DATASET CONTENT =>
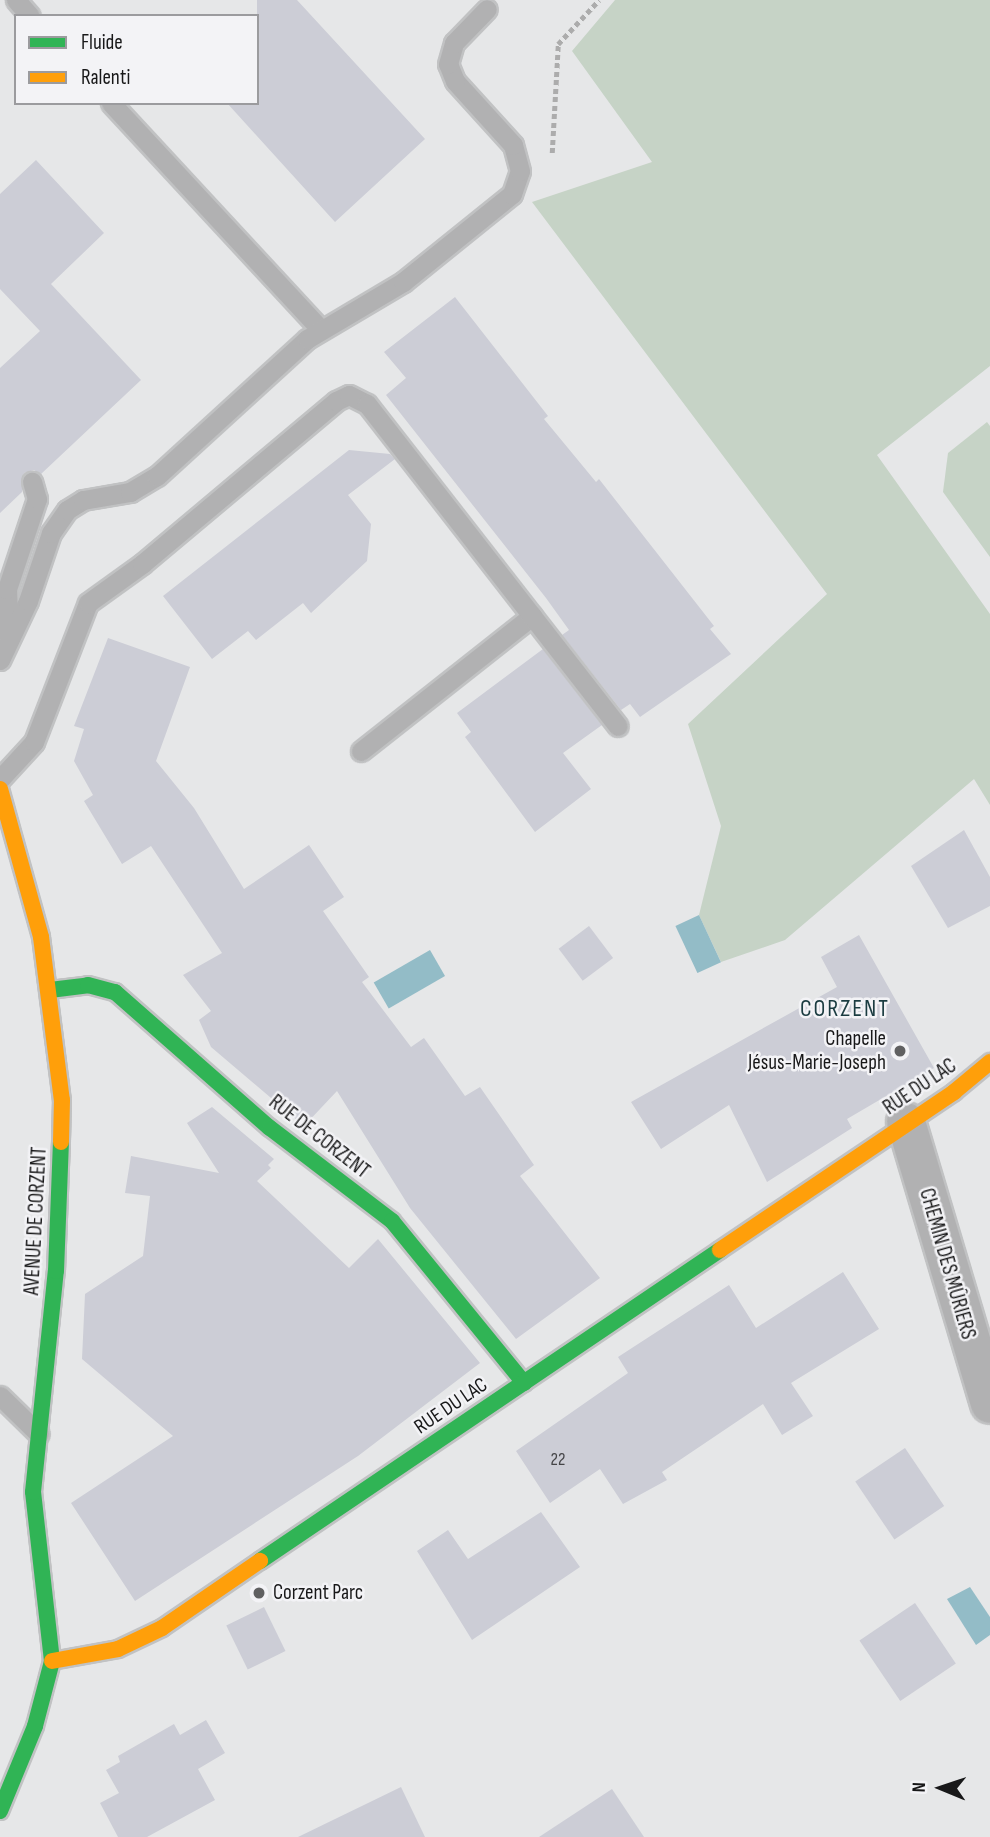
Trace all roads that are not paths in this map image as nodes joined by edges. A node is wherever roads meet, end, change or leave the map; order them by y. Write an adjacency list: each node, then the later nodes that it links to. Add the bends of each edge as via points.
1 (16, 0): 3 (lane)
2 (487, 9): 5 (lane, via 454,43 448,64 455,81 513,145 520,162 519,180 506,199 403,282)
3 (28, 14)
4 (113, 105): 5 (lane)
5 (320, 329): 8 (lane, via 157,476 130,492 83,500 61,516)
6 (32, 482): 8 (lane, via 37,499 7,589)
7 (532, 616): 9 (lane); 10 (lane); 11 (lane, via 367,404 355,396 342,397 142,564 88,603 34,743)
8 (4, 651)
9 (618, 726)
10 (361, 751)
11 (0, 779)
12 (0, 789): 13 (street, AVENUE DE CORZENT, via 25,869)
13 (50, 990): 16 (street, RUE DE CORZENT, via 88,985 115,992 270,1128 378,1210 403,1233); 19 (street, AVENUE DE CORZENT, via 62,1100 61,1176)
14 (990, 1062): 15 (street, RUE DU LAC)
15 (906, 1122): 16 (street, RUE DU LAC); 18 (street, CHEMIN DES MÛRIERS)
16 (524, 1383): 20 (street, RUE DU LAC, via 141,1641)
17 (0, 1396): 19 (lane)
18 (990, 1405)
19 (39, 1434): 20 (street, AVENUE DE CORZENT, via 33,1515)
20 (52, 1661): 21 (street, via 35,1726)
21 (1, 1807)

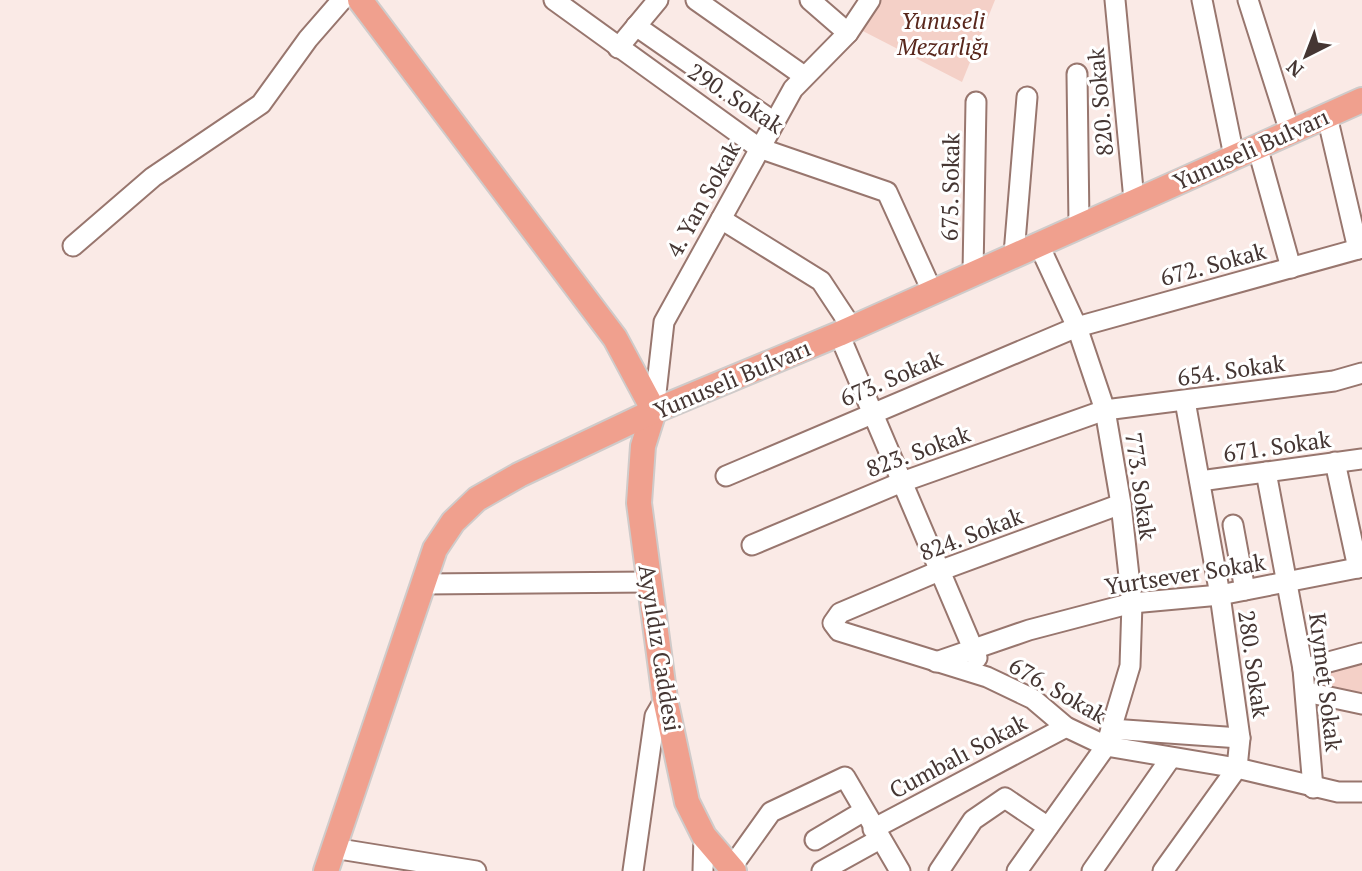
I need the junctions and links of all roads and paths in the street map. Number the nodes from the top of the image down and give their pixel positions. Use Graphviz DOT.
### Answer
graph roads {
  1 [pos="342,0"];
  2 [pos="360,0"];
  3 [pos="554,0"];
  4 [pos="658,0"];
  5 [pos="696,0"];
  6 [pos="810,0"];
  7 [pos="870,0"];
  8 [pos="1115,0"];
  9 [pos="1202,0"];
  10 [pos="1248,0"];
  11 [pos="636,26"];
  12 [pos="848,33"];
  13 [pos="618,48"];
  14 [pos="1077,74"];
  15 [pos="804,76"];
  16 [pos="1027,97"];
  17 [pos="1362,100"];
  18 [pos="976,102"];
  19 [pos="1327,116"];
  20 [pos="774,122"];
  21 [pos="1290,132"];
  22 [pos="1257,146"];
  23 [pos="759,148"];
  24 [pos="1234,156"];
  25 [pos="1134,200"];
  26 [pos="721,219"];
  27 [pos="1079,225"];
  28 [pos="1038,243"];
  29 [pos="74,246"];
  30 [pos="1360,249"];
  31 [pos="1014,254"];
  32 [pos="1291,268"];
  33 [pos="973,273"];
  34 [pos="932,291"];
  35 [pos="1077,327"];
  36 [pos="846,331"];
  37 [pos="1362,373"];
  38 [pos="1185,401"];
  39 [pos="1105,410"];
  40 [pos="654,411"];
  41 [pos="872,413"];
  42 [pos="1362,459"];
  43 [pos="1335,463"];
  44 [pos="1266,472"];
  45 [pos="726,476"];
  46 [pos="1199,481"];
  47 [pos="902,482"];
  48 [pos="1121,504"];
  49 [pos="1233,525"];
  50 [pos="752,545"];
  51 [pos="1360,568"];
  52 [pos="939,571"];
  53 [pos="649,582"];
  54 [pos="1287,583"];
  55 [pos="423,584"];
  56 [pos="1245,590"];
  57 [pos="1220,595"];
  58 [pos="1132,603"];
  59 [pos="840,613"];
  60 [pos="972,649"];
  61 [pos="1362,653"];
  62 [pos="936,662"];
  63 [pos="1303,669"];
  64 [pos="987,677"];
  65 [pos="1306,692"];
  66 [pos="665,699"];
  67 [pos="1362,704"];
  68 [pos="1066,727"];
  69 [pos="1108,737"];
  70 [pos="1240,738"];
  71 [pos="1170,759"];
  72 [pos="1237,768"];
  73 [pos="1313,788"];
  74 [pos="1362,792"];
  75 [pos="864,811"];
  76 [pos="1048,827"];
  77 [pos="876,834"];
  78 [pos="704,836"];
  79 [pos="815,840"];
  80 [pos="329,860"];
  81 [pos="890,868"];
  82 [pos="732,869"];
  83 [pos="476,871"];
  84 [pos="633,871"];
  85 [pos="703,871"];
  86 [pos="822,871"];
  87 [pos="939,871"];
  88 [pos="1017,871"];
  89 [pos="1092,871"];
  90 [pos="1163,871"];
  1 -- 29 [label="street"];
  2 -- 40 [label="main road"];
  3 -- 13 [label="street, 290. Sokak"];
  4 -- 11 [label="street"];
  5 -- 15 [label="street"];
  6 -- 12 [label="street"];
  7 -- 12 [label="street, 4. Yan Sokak"];
  8 -- 25 [label="street, 820. Sokak"];
  9 -- 24 [label="street"];
  10 -- 21 [label="street"];
  11 -- 13 [label="street"];
  11 -- 20 [label="street"];
  12 -- 15 [label="street, 4. Yan Sokak"];
  13 -- 23 [label="street, 290. Sokak"];
  14 -- 27 [label="street"];
  15 -- 20 [label="street, 4. Yan Sokak"];
  16 -- 31 [label="street"];
  17 -- 19 [label="main road, Yunuseli Bulvarı"];
  18 -- 33 [label="street, 675. Sokak"];
  19 -- 21 [label="main road, Yunuseli Bulvarı"];
  19 -- 30 [label="street"];
  20 -- 23 [label="street, 4. Yan Sokak"];
  21 -- 22 [label="main road, Yunuseli Bulvarı"];
  22 -- 24 [label="main road, Yunuseli Bulvarı"];
  22 -- 32 [label="street"];
  23 -- 26 [label="street, 4. Yan Sokak"];
  23 -- 34 [label="street, 290. Sokak"];
  24 -- 25 [label="main road, Yunuseli Bulvarı"];
  25 -- 27 [label="main road, Yunuseli Bulvarı"];
  26 -- 36 [label="street"];
  26 -- 40 [label="street, 4. Yan Sokak"];
  27 -- 28 [label="main road, Yunuseli Bulvarı"];
  28 -- 31 [label="main road, Yunuseli Bulvarı"];
  28 -- 35 [label="street, 773. Sokak"];
  30 -- 32 [label="street, 672. Sokak"];
  31 -- 33 [label="main road, Yunuseli Bulvarı"];
  32 -- 35 [label="street, 672. Sokak"];
  33 -- 34 [label="main road, Yunuseli Bulvarı"];
  34 -- 36 [label="main road, Yunuseli Bulvarı"];
  35 -- 39 [label="street, 773. Sokak"];
  35 -- 41 [label="street, 673. Sokak"];
  36 -- 40 [label="main road, Yunuseli Bulvarı"];
  36 -- 41 [label="street"];
  37 -- 38 [label="street, 654. Sokak"];
  38 -- 39 [label="street, 654. Sokak"];
  38 -- 46 [label="street, 280. Sokak"];
  39 -- 47 [label="street, 823. Sokak"];
  39 -- 48 [label="street, 773. Sokak"];
  40 -- 53 [label="main road, Ayyıldız Caddesi"];
  40 -- 55 [label="main road, Yunuseli Bulvarı"];
  41 -- 45 [label="street, 673. Sokak"];
  41 -- 47 [label="street"];
  42 -- 43 [label="street, 671. Sokak"];
  43 -- 44 [label="street, 671. Sokak"];
  43 -- 51 [label="street"];
  44 -- 46 [label="street, 671. Sokak"];
  44 -- 54 [label="street, Kıymet Sokak"];
  46 -- 57 [label="street, 280. Sokak"];
  47 -- 50 [label="street, 823. Sokak"];
  47 -- 52 [label="street"];
  48 -- 52 [label="street, 824. Sokak"];
  48 -- 58 [label="street, 773. Sokak"];
  49 -- 56 [label="street"];
  51 -- 54 [label="street, Yurtsever Sokak"];
  52 -- 59 [label="street, 824. Sokak"];
  52 -- 60 [label="street"];
  53 -- 55 [label="street"];
  53 -- 66 [label="main road, Ayyıldız Caddesi"];
  54 -- 56 [label="street, Yurtsever Sokak"];
  54 -- 63 [label="street, Kıymet Sokak"];
  55 -- 80 [label="main road, Yunuseli Bulvarı"];
  56 -- 57 [label="street, Yurtsever Sokak"];
  57 -- 58 [label="street, Yurtsever Sokak"];
  57 -- 70 [label="street, 280. Sokak"];
  58 -- 60 [label="street, Yurtsever Sokak"];
  58 -- 69 [label="street, 773. Sokak"];
  59 -- 62 [label="street, 676. Sokak"];
  60 -- 62 [label="street, Yurtsever Sokak"];
  60 -- 64 [label="street"];
  61 -- 63 [label="street"];
  62 -- 64 [label="street, 676. Sokak"];
  63 -- 65 [label="street, Kıymet Sokak"];
  64 -- 68 [label="street, 676. Sokak"];
  65 -- 67 [label="street"];
  65 -- 73 [label="street, Kıymet Sokak"];
  66 -- 78 [label="main road, Ayyıldız Caddesi"];
  66 -- 84 [label="street"];
  68 -- 69 [label="street, 676. Sokak"];
  68 -- 77 [label="street, Cumbalı Sokak"];
  69 -- 70 [label="street"];
  69 -- 71 [label="street, 676. Sokak"];
  69 -- 76 [label="street, 773. Sokak"];
  70 -- 72 [label="street, 280. Sokak"];
  71 -- 72 [label="street, 676. Sokak"];
  71 -- 89 [label="street"];
  72 -- 73 [label="street, 676. Sokak"];
  72 -- 90 [label="street"];
  73 -- 74 [label="street, 676. Sokak"];
  75 -- 77 [label="street"];
  75 -- 79 [label="street"];
  75 -- 82 [label="street"];
  76 -- 87 [label="street"];
  76 -- 88 [label="street, 773. Sokak"];
  77 -- 81 [label="street"];
  77 -- 86 [label="street, Cumbalı Sokak"];
  78 -- 82 [label="main road, Ayyıldız Caddesi"];
  78 -- 85 [label="street"];
  80 -- 83 [label="street"];
}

EXERCISE AIM =>
Work out how many lines in the material above hold the string "CORZENT", and reply with the number only.

SOLUTION FOR THIS EXERCISE =>
3